**SUPPLIED RECORDS**.
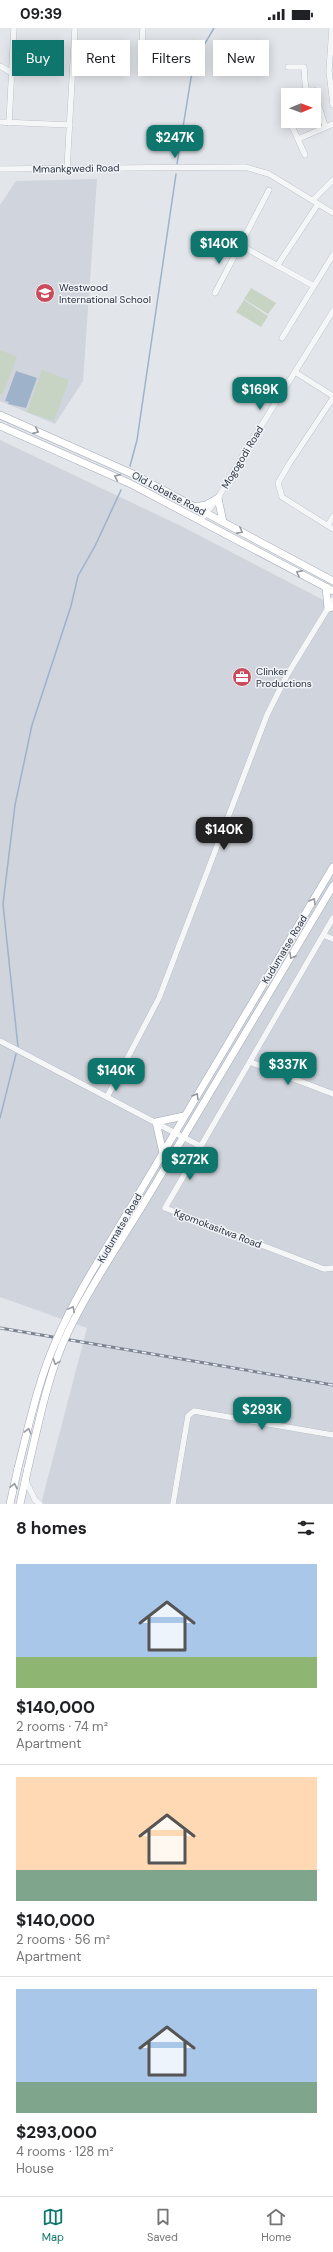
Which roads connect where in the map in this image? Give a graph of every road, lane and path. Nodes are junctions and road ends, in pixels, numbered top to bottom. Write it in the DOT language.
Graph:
graph roads {
  1 [pos="14,28"];
  2 [pos="75,28"];
  3 [pos="143,28"];
  4 [pos="332,32"];
  5 [pos="13,40"];
  6 [pos="142,40"];
  7 [pos="0,66"];
  8 [pos="288,66"];
  9 [pos="12,74"];
  10 [pos="306,88"];
  11 [pos="333,104"];
  12 [pos="321,113"];
  13 [pos="0,122"];
  14 [pos="9,123"];
  15 [pos="333,124"];
  16 [pos="70,125"];
  17 [pos="325,126"];
  18 [pos="292,128"];
  19 [pos="298,140"];
  20 [pos="305,155"];
  21 [pos="0,168"];
  22 [pos="67,168"];
  23 [pos="333,180"];
  24 [pos="269,190"];
  25 [pos="315,202"];
  26 [pos="333,213"];
  27 [pos="240,245"];
  28 [pos="333,255"];
  29 [pos="277,266"];
  30 [pos="314,286"];
  31 [pos="215,293"];
  32 [pos="333,311"];
  33 [pos="282,338"];
  34 [pos="295,372"];
  35 [pos="333,397"];
  36 [pos="0,415"];
  37 [pos="0,426"];
  38 [pos="218,498"];
  39 [pos="195,507"];
  40 [pos="206,513"];
  41 [pos="333,517"];
  42 [pos="201,520"];
  43 [pos="223,522"];
  44 [pos="330,527"];
  45 [pos="333,581"];
  46 [pos="326,587"];
  47 [pos="333,591"];
  48 [pos="333,600"];
  49 [pos="330,608"];
  50 [pos="333,867"];
  51 [pos="333,886"];
  52 [pos="333,918"];
  53 [pos="323,935"];
  54 [pos="333,939"];
  55 [pos="0,1041"];
  56 [pos="250,1062"];
  57 [pos="333,1094"];
  58 [pos="107,1097"];
  59 [pos="184,1116"];
  60 [pos="156,1122"];
  61 [pos="175,1132"];
  62 [pos="185,1137"];
  63 [pos="200,1146"];
  64 [pos="162,1153"];
  65 [pos="333,1268"];
  66 [pos="333,1436"];
  67 [pos="25,1479"];
  68 [pos="10,1504"];
  69 [pos="20,1504"];
  70 [pos="40,1504"];
  71 [pos="174,1504"];
  1 -- 5 [label="street"];
  2 -- 16 [label="street"];
  3 -- 6 [label="street"];
  4 -- 11 [label="street"];
  7 -- 9 [label="street"];
  8 -- 10 [label="street"];
  9 -- 14 [label="street"];
  12 -- 17 [label="street"];
  13 -- 14 [label="street"];
  14 -- 16 [label="street"];
  15 -- 17 [label="street"];
  16 -- 22 [label="street"];
  17 -- 19 [label="street"];
  18 -- 19 [label="street"];
  19 -- 20 [label="street"];
  21 -- 22 [label="street, Mmankgwedi Road"];
  22 -- 25 [label="street, Mmankgwedi Road"];
  23 -- 25 [label="street"];
  24 -- 27 [label="street"];
  25 -- 26 [label="street, Mmankgwedi Road"];
  25 -- 29 [label="street"];
  27 -- 29 [label="street"];
  27 -- 31 [label="street"];
  28 -- 30 [label="street"];
  29 -- 30 [label="street"];
  30 -- 33 [label="street"];
  32 -- 34 [label="street, Mogogodi Road"];
  34 -- 35 [label="street"];
  34 -- 38 [label="street, Mogogodi Road"];
  35 -- 44 [label="street"];
  36 -- 39 [label="main road, Old Lobatse Road, one-way"];
  42 -- 37 [label="main road, Old Lobatse Road, one-way"];
  38 -- 39 [label="main road"];
  38 -- 40 [label="street, Mogogodi Road"];
  38 -- 43 [label="main road"];
  39 -- 40 [label="main road, Old Lobatse Road"];
  40 -- 42 [label="street, Mogogodi Road"];
  40 -- 43 [label="main road, Old Lobatse Road"];
  41 -- 44 [label="street"];
  46 -- 42 [label="main road, Old Lobatse Road, one-way"];
  43 -- 45 [label="main road, Old Lobatse Road, one-way"];
  46 -- 47 [label="main road, Old Lobatse Road"];
  46 -- 49 [label="main road"];
  48 -- 49 [label="street"];
  49 -- 58 [label="street"];
  59 -- 50 [label="main road, Kudumatse Road, one-way"];
  51 -- 62 [label="main road, Kudumatse Road, one-way"];
  52 -- 53 [label="street, Kgomokasitwa Road"];
  53 -- 54 [label="street"];
  53 -- 56 [label="street, Kgomokasitwa Road"];
  55 -- 58 [label="street"];
  56 -- 57 [label="street"];
  56 -- 63 [label="street, Kgomokasitwa Road"];
  58 -- 60 [label="street"];
  59 -- 60 [label="main road"];
  59 -- 61 [label="main road, Kudumatse Road"];
  60 -- 61 [label="street"];
  60 -- 64 [label="main road"];
  61 -- 62 [label="street"];
  61 -- 64 [label="main road, Kudumatse Road"];
  62 -- 63 [label="street"];
  62 -- 67 [label="main road, Kudumatse Road, one-way, bridge"];
  63 -- 65 [label="street, Kgomokasitwa Road"];
  68 -- 64 [label="main road, Kudumatse Road, one-way, bridge"];
  66 -- 71 [label="street"];
  67 -- 69 [label="main road, Kudumatse Road"];
  67 -- 70 [label="street"];
}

**PROBLEM DESCRIPTION**. Give back all of the data exactly, but not the pictures.

**ANSWER SPACE**.
Which roads connect where in the map in this image? Give a graph of every road, lane and path. Nodes are junctions and road ends, in pixels, numbered top to bottom. Write it in the DOT language.
Graph:
graph roads {
  1 [pos="14,28"];
  2 [pos="75,28"];
  3 [pos="143,28"];
  4 [pos="332,32"];
  5 [pos="13,40"];
  6 [pos="142,40"];
  7 [pos="0,66"];
  8 [pos="288,66"];
  9 [pos="12,74"];
  10 [pos="306,88"];
  11 [pos="333,104"];
  12 [pos="321,113"];
  13 [pos="0,122"];
  14 [pos="9,123"];
  15 [pos="333,124"];
  16 [pos="70,125"];
  17 [pos="325,126"];
  18 [pos="292,128"];
  19 [pos="298,140"];
  20 [pos="305,155"];
  21 [pos="0,168"];
  22 [pos="67,168"];
  23 [pos="333,180"];
  24 [pos="269,190"];
  25 [pos="315,202"];
  26 [pos="333,213"];
  27 [pos="240,245"];
  28 [pos="333,255"];
  29 [pos="277,266"];
  30 [pos="314,286"];
  31 [pos="215,293"];
  32 [pos="333,311"];
  33 [pos="282,338"];
  34 [pos="295,372"];
  35 [pos="333,397"];
  36 [pos="0,415"];
  37 [pos="0,426"];
  38 [pos="218,498"];
  39 [pos="195,507"];
  40 [pos="206,513"];
  41 [pos="333,517"];
  42 [pos="201,520"];
  43 [pos="223,522"];
  44 [pos="330,527"];
  45 [pos="333,581"];
  46 [pos="326,587"];
  47 [pos="333,591"];
  48 [pos="333,600"];
  49 [pos="330,608"];
  50 [pos="333,867"];
  51 [pos="333,886"];
  52 [pos="333,918"];
  53 [pos="323,935"];
  54 [pos="333,939"];
  55 [pos="0,1041"];
  56 [pos="250,1062"];
  57 [pos="333,1094"];
  58 [pos="107,1097"];
  59 [pos="184,1116"];
  60 [pos="156,1122"];
  61 [pos="175,1132"];
  62 [pos="185,1137"];
  63 [pos="200,1146"];
  64 [pos="162,1153"];
  65 [pos="333,1268"];
  66 [pos="333,1436"];
  67 [pos="25,1479"];
  68 [pos="10,1504"];
  69 [pos="20,1504"];
  70 [pos="40,1504"];
  71 [pos="174,1504"];
  1 -- 5 [label="street"];
  2 -- 16 [label="street"];
  3 -- 6 [label="street"];
  4 -- 11 [label="street"];
  7 -- 9 [label="street"];
  8 -- 10 [label="street"];
  9 -- 14 [label="street"];
  12 -- 17 [label="street"];
  13 -- 14 [label="street"];
  14 -- 16 [label="street"];
  15 -- 17 [label="street"];
  16 -- 22 [label="street"];
  17 -- 19 [label="street"];
  18 -- 19 [label="street"];
  19 -- 20 [label="street"];
  21 -- 22 [label="street, Mmankgwedi Road"];
  22 -- 25 [label="street, Mmankgwedi Road"];
  23 -- 25 [label="street"];
  24 -- 27 [label="street"];
  25 -- 26 [label="street, Mmankgwedi Road"];
  25 -- 29 [label="street"];
  27 -- 29 [label="street"];
  27 -- 31 [label="street"];
  28 -- 30 [label="street"];
  29 -- 30 [label="street"];
  30 -- 33 [label="street"];
  32 -- 34 [label="street, Mogogodi Road"];
  34 -- 35 [label="street"];
  34 -- 38 [label="street, Mogogodi Road"];
  35 -- 44 [label="street"];
  36 -- 39 [label="main road, Old Lobatse Road, one-way"];
  42 -- 37 [label="main road, Old Lobatse Road, one-way"];
  38 -- 39 [label="main road"];
  38 -- 40 [label="street, Mogogodi Road"];
  38 -- 43 [label="main road"];
  39 -- 40 [label="main road, Old Lobatse Road"];
  40 -- 42 [label="street, Mogogodi Road"];
  40 -- 43 [label="main road, Old Lobatse Road"];
  41 -- 44 [label="street"];
  46 -- 42 [label="main road, Old Lobatse Road, one-way"];
  43 -- 45 [label="main road, Old Lobatse Road, one-way"];
  46 -- 47 [label="main road, Old Lobatse Road"];
  46 -- 49 [label="main road"];
  48 -- 49 [label="street"];
  49 -- 58 [label="street"];
  59 -- 50 [label="main road, Kudumatse Road, one-way"];
  51 -- 62 [label="main road, Kudumatse Road, one-way"];
  52 -- 53 [label="street, Kgomokasitwa Road"];
  53 -- 54 [label="street"];
  53 -- 56 [label="street, Kgomokasitwa Road"];
  55 -- 58 [label="street"];
  56 -- 57 [label="street"];
  56 -- 63 [label="street, Kgomokasitwa Road"];
  58 -- 60 [label="street"];
  59 -- 60 [label="main road"];
  59 -- 61 [label="main road, Kudumatse Road"];
  60 -- 61 [label="street"];
  60 -- 64 [label="main road"];
  61 -- 62 [label="street"];
  61 -- 64 [label="main road, Kudumatse Road"];
  62 -- 63 [label="street"];
  62 -- 67 [label="main road, Kudumatse Road, one-way, bridge"];
  63 -- 65 [label="street, Kgomokasitwa Road"];
  68 -- 64 [label="main road, Kudumatse Road, one-way, bridge"];
  66 -- 71 [label="street"];
  67 -- 69 [label="main road, Kudumatse Road"];
  67 -- 70 [label="street"];
}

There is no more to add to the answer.